Tuttavia, per l’illustre medico è preferibile far rispettare (“nel miglior modo possibile”) la legge, piuttosto che il comandamento evangelico “non uccidere” quando si tratta di una vita umana. E questo paradossalmente deriverebbe proprio dalla sua fede religiosa: «Da cattolico che non accetta che una legge non venga applicata». Bene, e se la legge permettesse l’infanticidio dei neonati, come due ricercatori della Consulta di Bioetica Laica, guidata da Maurizio Mori e Beppino Englaro (presidente onorario), hanno teorizzato? Oppure ricordiamo le leggi razziali? La legge andrebbe rispettata (“nel miglior modo possibile”) anche in questo caso? E’ sicuro che il cattolico deve rispettare sempre la legge? Se non è così, con quale criterio decidere quando farlo e quando non? Come ha ricordato Renzo Puccetti, durante il processo di Norimberga si è riconosciuto che esiste «il dovere di disobbedire alle leggi chiaramente riconoscibili come in violazione di principi morali superiori». Forse allora uccidere una vita umana non è in violazione dei principi morali superiori? Forse esistono vite umane la cui uccisione viola “meno” i principi morali? Vite umane più sacrificabili delle altre? Nessuna risposta a questo.

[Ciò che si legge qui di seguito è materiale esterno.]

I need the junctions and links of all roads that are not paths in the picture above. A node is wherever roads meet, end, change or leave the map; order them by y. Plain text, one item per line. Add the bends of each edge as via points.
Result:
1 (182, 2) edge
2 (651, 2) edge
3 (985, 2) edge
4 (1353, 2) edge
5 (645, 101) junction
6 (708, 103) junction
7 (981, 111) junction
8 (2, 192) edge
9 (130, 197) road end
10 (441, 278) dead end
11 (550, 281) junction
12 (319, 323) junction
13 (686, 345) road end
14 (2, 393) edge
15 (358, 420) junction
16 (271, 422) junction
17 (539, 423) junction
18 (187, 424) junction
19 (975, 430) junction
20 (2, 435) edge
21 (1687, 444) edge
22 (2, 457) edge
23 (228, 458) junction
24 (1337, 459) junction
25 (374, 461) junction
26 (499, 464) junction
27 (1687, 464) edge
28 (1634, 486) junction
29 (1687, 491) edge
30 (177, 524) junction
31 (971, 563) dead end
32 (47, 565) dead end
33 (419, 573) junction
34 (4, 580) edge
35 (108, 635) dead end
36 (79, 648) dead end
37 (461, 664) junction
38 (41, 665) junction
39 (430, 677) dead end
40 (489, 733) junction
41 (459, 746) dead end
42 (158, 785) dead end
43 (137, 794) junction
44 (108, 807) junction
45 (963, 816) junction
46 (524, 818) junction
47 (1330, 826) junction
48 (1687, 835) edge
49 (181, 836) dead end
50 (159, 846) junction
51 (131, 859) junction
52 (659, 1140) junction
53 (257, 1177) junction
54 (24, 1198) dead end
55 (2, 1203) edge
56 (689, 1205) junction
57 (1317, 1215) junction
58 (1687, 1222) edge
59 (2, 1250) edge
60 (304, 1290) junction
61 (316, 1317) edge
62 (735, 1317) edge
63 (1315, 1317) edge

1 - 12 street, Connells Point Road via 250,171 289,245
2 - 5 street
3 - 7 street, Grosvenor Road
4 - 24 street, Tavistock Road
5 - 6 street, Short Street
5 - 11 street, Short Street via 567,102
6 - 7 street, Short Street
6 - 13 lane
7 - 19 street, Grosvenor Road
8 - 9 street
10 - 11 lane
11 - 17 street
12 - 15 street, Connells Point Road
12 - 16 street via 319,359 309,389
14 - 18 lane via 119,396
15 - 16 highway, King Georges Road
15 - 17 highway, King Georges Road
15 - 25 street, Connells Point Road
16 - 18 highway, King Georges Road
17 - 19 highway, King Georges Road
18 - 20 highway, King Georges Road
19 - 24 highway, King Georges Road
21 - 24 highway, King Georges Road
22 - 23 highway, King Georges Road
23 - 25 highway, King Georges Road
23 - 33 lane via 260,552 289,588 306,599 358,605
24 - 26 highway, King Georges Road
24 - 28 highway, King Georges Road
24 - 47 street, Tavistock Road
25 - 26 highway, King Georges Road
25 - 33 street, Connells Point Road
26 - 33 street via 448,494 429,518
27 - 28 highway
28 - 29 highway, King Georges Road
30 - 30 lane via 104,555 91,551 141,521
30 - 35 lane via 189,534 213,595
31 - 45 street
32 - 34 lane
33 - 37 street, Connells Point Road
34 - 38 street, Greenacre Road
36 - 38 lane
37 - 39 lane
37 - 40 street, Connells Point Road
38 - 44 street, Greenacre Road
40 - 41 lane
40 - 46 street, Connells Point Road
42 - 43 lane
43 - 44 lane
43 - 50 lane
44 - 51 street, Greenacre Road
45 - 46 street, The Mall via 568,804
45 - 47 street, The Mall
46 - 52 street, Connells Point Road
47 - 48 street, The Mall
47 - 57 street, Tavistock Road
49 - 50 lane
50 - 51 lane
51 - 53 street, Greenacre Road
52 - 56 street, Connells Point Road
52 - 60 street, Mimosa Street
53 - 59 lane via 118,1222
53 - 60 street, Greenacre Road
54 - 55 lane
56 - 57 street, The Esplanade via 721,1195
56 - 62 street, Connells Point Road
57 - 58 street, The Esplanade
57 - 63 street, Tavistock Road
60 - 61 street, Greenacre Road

Fortunatamente l’ex presidente della Sigo riconosce che l’obiezione di coscienza non disturba l’accesso all’aborto come viene detto da chi vuole impedire la libertà dei medici e anche che «l’obiezione è un diritto che va rispettato», anche se però aggiunge: «esattamente come quello di abortire». Esiste un diritto all’aborto? Quale legge lo stabilisce? Forse la Costituzione parla di diritto? Il laico magistrato Vladimiro Zagrebelsky, ex giudice della Corte europea dei diritti dell’uomo, ha spiegato che «la Corte europea [...] non ha mai affermato che esista un “diritto all’aborto”, anzi ha negato che possa pretendersi una pura e semplice libertà di scelta da parte della donna [...]. Nemmeno la legge italiana prevede un “diritto all’aborto”, essa regola la difficile, drammatica contrapposizione tra la prosecuzione della gravidanza e la tutela della madre». Proprio in questi giorni il Parlamento europeo ha respinto in via definitiva il rapporto Estrela su “Salute e diritti sessuali e riproduttivi”, che avrebbe sponsorizzato l’aborto come diritto umano
Ci sembra abbastanza preoccupante che l’ex Presidente della Società italiana di ginecologia e ostetricia (Sigo) parli di “diritto all’aborto” e dunque mostri di non conoscere la legislazione italiana rispetto all’interruzione di gravidanza. Sopratutto che consideri il rispetto per una legge superiore al rispetto (o al far rispettare, essendo lui obiettore di coscienza) della vita umana. «Sembra poco prudente e esageratamente pericoloso dichiararsi cattolici e pronunciarsi favorevolmente su un atto legislativo le cui conseguenze sono stati così dolorose e cattive», ha commentato il dott. Puccetti. «C’è una contraddizione di fondo nel dirsi cattolico e poi accettare che non si pratichi la carità per il più indifeso degli esseri umani. Non è assurdo che in nome di un diritto presunto alla scelta, si accetti di sopprimere la vita di un innocente bisognoso di accoglienza e di amore?». Quella del Papa citata più sopra «è un’affermazione che non lascia via di fuga. Il Santo Padre porge la sua parola ad ogni uomo, soprattutto a chi si professa cattolico».